Si tres son multitud, seis son una ofensa.
El éxito (en términos económicos, claro) de la primera entrega cinematográfica de Alvin y las ardillas hizo que la aparición de una secuela sea inevitable: Alvin y las ardillas 2 continúa con su estética que cruza acción en vivo con animación digital (el trío de roedores está decentemente animado), referencias a la música pop bailable de origen yanqui (piensen en Christina Aguilera, The Jonas Brothers, Beyoncé, Britney Spears, Justin Timberlake, etc.) y un tufillo a conflictos superficiales adolescentes que se impregna sobre un contexto escolar y familiar demasiado repleto de lugares comunes: es evidente que los responsables de la ordinariez del asunto no hacen más que repetir una fórmula que no depara sorpresa alguna. Así, al humor de efímeros gags y de ciertos momentos de slapstick heredados del cartoon (y que parecen funcionar por obligación y no por un simple goce lúdico) se le suman personajes chatos que ni siquiera alcanzan el nivel de lo caricaturesco: Betty Thomas, mujer televisiva y realizadora que ya había demostrado su poca originalidad para hacer cine con un mero producto como Dr. Dolittle, confía demasiado en la presencia de actores como Zachary Levi y David Cross (este último, hay que decirlo, tiene su momento inigualable de gloria y patetismo durante el cierre del film). Estos dos señores, uno amigo y otro enemigo de los hermanos ardilla, concentran toda su energía en morisquetas varias captadas en primeros planos y en acciones tan tontas que hacen pensar en la protección de la salud mental de los menores que observan el despliegue de tal torpeza en pantalla.

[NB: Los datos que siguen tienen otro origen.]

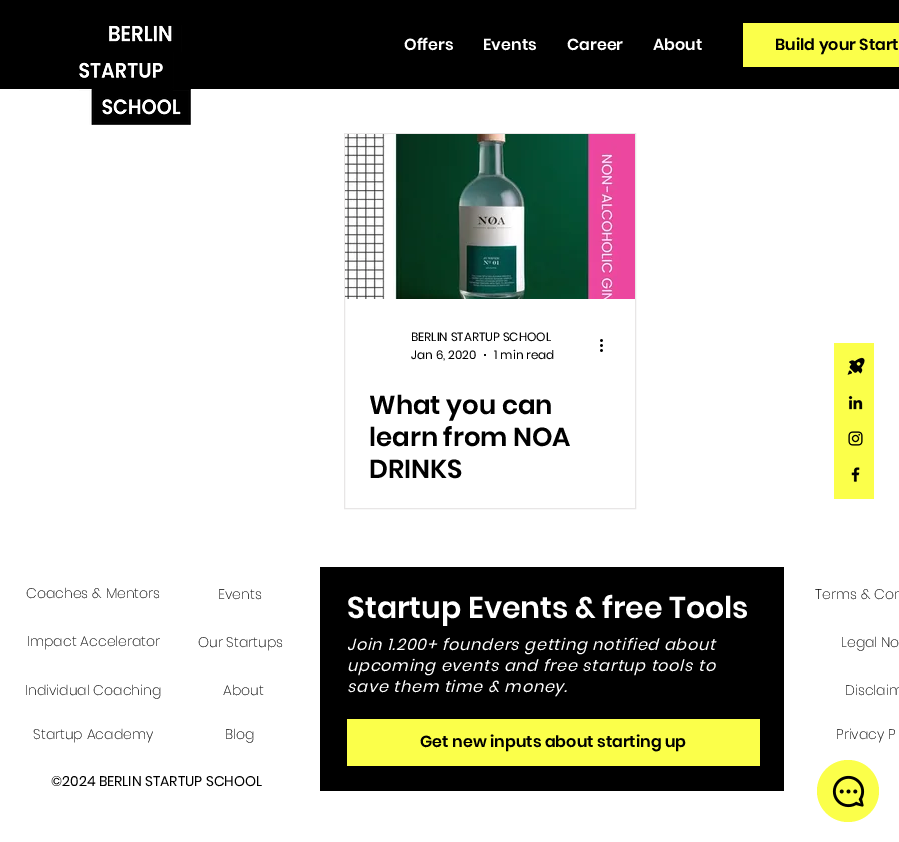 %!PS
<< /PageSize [899 842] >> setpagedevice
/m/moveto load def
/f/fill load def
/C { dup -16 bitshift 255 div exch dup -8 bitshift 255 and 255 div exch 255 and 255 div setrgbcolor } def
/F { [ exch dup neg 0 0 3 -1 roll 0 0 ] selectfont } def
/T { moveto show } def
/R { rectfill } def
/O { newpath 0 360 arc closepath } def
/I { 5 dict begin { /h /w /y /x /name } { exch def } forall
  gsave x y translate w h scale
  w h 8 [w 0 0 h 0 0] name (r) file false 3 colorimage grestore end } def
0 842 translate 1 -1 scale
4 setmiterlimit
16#FFFFFF C
0 0 899 842 R
16#000000 C
0 0 899 89 R
(1.rgb) 79 25 112 100 I
/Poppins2-SemiBold 16 F
16#FFFFFF C
(Offers) 404 50 T
(Events) 483 50 T
(Career) 567 50 T
(About) 653 50 T
16#FBFF4A C
743 23 156 44 R
/Poppins-SemiBold 16 F
16#000000 C
(Build your Start) 775 50 T
16#E8E6E6 C
344.5 133.5 291 375 rectstroke
(2.rgb) 345 134 290 165 I
/Poppins-Regular 12 F
16#000000 C
(BERLIN STARTUP SCHOOL) 411 341 T
(Jan 6, 2020) 411 359 T
485 355 1 O f
(1 min read) 494 359 T
(3.rgb) 600 339 3 13 I
/Poppins-SemiBold 26 F
(What you can) 369 414 T
(learn from NOA) 369 446 T
(DRINKS) 369 478 T
16#FBFF4A C
834 343 40 156 R
(4.rgb) 847 357 18 18 I
(5.rgb) 848 395 15 15 I
(6.rgb) 848 431 15 15 I
(7.rgb) 851 467 9 15 I
/Poppins-ExtraLight 14 F
16#000000 C
(Coaches & Mentors) 26 598 T
(Events) 218 599 T
320 567 464 224 R
/Poppins-SemiBold 30 F
16#FFFFFF C
(Startup Events & free Tools) 347 618 T
/Poppins-Italic 16 F
347 650 m .8 0 (Join 1.200+ founders getting notified about) ashow
347 671 m .8 0 (upcoming events and free startup tools to) ashow
347 692 m .8 0 (save them time & money.) ashow
16#FBFF4A C
347 719 413 47 R
/Poppins-SemiBold 16 F
16#000000 C
(Get new inputs about starting up) 420 747 T
/Poppins-ExtraLight 14 F
(Terms & Con) 815 599 T
(Impact Accelerator) 27 646 T
(Our Startups) 198 647 T
(Legal No) 841 647 T
(Individual Coaching) 25 695 T
(About) 223 695 T
(Disclaim) 845 695 T
(Startup Academy) 33 739 T
(Blog) 225 739 T
(Privacy P) 836 739 T
/Poppins2-Regular 14 F
(©2024 BERLIN STARTUP SCHOOL) 51 786 T
16#FBFF4A C
848 791 31 O f
(8.rgb) 832 775 33 33 I
showpage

Y al hablar de morisquetas, inevitablemente hay que mencionar a las ardillas estrellas del relato: antropomorfizadas al exceso, pero mucho menos simpáticas y emotivas que el ratón Stuart Little, las seis pequeñas criaturas (sí, porque a lo masculino de los “Chipmunks” se le suma la contrapartida femenina de las “Chipettes”: tres ardillas admiradoras de los Chipmunks que desean convertirse en estrellas de pop) no dudan en estallar sobre el escenario meneando sus colas durante coreografías varias que parecen extraídas de algún show televisado o videoclip, deteniendo la narración y haciendo que todo se resuma en una especie de muestreo de lo cool teen del asunto. Además, la representación estereotipada de los protagonistas no brinda libertad alguna. Allí están: Alvin, todo un winner, con la inicial de su nombre estampada en la remera (notorio indicio de la individualización y el egoísmo momentáneo que lo llevará al conflicto con sus hermanos y a un futuro arrepentimiento); Simon, con su madurez y sus lentes de intelectual (racional y aburrido a más no poder) y Theodore, con su traste pesado y sus emociones incontrolables que lo convierten, al menos, en la ardilla más abrazable de todas.

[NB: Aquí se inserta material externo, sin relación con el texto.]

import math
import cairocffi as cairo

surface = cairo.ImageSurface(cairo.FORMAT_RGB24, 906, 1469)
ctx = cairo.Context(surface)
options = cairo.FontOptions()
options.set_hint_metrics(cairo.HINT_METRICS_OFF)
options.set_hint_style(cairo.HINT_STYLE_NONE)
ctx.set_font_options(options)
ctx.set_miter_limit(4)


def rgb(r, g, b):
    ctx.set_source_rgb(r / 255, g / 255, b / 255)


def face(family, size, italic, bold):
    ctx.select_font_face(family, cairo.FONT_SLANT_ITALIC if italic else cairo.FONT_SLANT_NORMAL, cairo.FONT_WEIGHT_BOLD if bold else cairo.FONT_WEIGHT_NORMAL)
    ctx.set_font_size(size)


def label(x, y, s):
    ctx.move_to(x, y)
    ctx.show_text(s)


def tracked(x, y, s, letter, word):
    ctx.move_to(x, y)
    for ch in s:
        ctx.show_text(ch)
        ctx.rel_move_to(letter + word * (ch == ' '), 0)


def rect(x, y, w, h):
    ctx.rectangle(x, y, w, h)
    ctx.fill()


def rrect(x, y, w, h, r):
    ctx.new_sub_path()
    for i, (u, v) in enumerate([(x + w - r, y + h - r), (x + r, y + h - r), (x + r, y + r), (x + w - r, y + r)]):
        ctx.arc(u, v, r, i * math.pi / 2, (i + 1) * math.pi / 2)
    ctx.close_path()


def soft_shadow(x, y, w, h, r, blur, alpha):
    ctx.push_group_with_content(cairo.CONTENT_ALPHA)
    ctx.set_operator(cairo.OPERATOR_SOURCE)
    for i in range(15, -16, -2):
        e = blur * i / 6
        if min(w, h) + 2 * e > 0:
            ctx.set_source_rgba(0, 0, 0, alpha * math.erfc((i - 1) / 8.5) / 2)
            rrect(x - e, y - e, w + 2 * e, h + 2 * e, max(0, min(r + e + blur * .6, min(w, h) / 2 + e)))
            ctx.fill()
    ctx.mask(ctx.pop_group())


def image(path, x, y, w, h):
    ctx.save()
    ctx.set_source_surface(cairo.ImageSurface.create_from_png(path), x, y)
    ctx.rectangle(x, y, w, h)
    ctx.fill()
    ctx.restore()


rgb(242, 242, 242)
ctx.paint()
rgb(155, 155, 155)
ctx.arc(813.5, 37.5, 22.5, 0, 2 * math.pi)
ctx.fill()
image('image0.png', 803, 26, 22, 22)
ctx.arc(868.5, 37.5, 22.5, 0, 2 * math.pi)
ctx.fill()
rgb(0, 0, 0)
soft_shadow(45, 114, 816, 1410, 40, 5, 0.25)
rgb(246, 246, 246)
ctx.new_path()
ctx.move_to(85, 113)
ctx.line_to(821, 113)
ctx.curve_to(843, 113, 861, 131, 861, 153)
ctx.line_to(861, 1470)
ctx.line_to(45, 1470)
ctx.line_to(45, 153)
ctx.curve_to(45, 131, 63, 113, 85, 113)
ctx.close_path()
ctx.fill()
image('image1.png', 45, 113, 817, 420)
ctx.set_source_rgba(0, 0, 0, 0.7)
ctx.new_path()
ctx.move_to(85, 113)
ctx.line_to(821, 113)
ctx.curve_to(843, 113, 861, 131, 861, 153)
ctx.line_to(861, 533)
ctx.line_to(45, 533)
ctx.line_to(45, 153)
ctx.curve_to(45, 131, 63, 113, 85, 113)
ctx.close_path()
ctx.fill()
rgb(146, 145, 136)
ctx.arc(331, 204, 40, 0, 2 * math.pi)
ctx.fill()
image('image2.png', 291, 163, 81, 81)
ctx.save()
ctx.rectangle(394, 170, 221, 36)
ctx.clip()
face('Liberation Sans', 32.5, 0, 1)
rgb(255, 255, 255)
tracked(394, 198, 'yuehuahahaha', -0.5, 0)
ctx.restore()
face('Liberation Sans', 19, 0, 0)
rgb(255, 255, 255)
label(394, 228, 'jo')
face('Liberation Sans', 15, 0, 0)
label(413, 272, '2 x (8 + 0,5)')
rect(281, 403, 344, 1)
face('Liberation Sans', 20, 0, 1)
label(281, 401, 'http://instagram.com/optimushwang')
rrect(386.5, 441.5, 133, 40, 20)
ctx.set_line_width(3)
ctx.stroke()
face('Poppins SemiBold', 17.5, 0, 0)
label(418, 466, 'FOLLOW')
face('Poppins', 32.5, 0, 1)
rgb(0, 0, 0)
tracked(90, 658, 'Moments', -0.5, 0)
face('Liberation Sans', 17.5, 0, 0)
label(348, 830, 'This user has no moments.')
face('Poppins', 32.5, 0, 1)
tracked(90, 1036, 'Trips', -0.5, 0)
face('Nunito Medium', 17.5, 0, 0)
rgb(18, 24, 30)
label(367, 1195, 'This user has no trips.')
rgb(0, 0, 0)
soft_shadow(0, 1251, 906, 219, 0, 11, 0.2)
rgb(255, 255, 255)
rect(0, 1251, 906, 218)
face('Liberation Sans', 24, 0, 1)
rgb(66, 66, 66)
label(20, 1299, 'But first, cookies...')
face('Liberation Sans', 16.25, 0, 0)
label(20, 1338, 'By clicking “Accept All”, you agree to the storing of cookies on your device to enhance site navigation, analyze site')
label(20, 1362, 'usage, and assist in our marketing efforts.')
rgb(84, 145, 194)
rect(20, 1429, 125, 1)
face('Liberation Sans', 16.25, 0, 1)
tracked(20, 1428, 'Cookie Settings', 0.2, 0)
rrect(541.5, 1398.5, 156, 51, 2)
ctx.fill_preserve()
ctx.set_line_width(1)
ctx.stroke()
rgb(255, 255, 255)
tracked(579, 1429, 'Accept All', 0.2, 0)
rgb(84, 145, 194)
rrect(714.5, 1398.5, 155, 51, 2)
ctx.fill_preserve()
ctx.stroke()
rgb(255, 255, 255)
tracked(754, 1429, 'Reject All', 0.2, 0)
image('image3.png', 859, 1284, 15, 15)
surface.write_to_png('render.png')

Habrá que admitir, también, que esa emoción alegre de los intérpretes animados se dispara, sobre todo, a través de sus cánticos. Todos magnificados por el tono agudo de sus voces que no temen destrozar varios tímpanos durante el proceso (horror: según datos, desde 1958 que lo vienen haciendo). De hecho, si hubo algo que me molestó particularmente, fue escuchar a Alvin y compañía ejecutando su versión del tema You Spin Me’ Round, un clásico de los ochenta del grupo inglés Dead or Alive. Mejor dejar a las ardillas bailar porque si de cantar se trata…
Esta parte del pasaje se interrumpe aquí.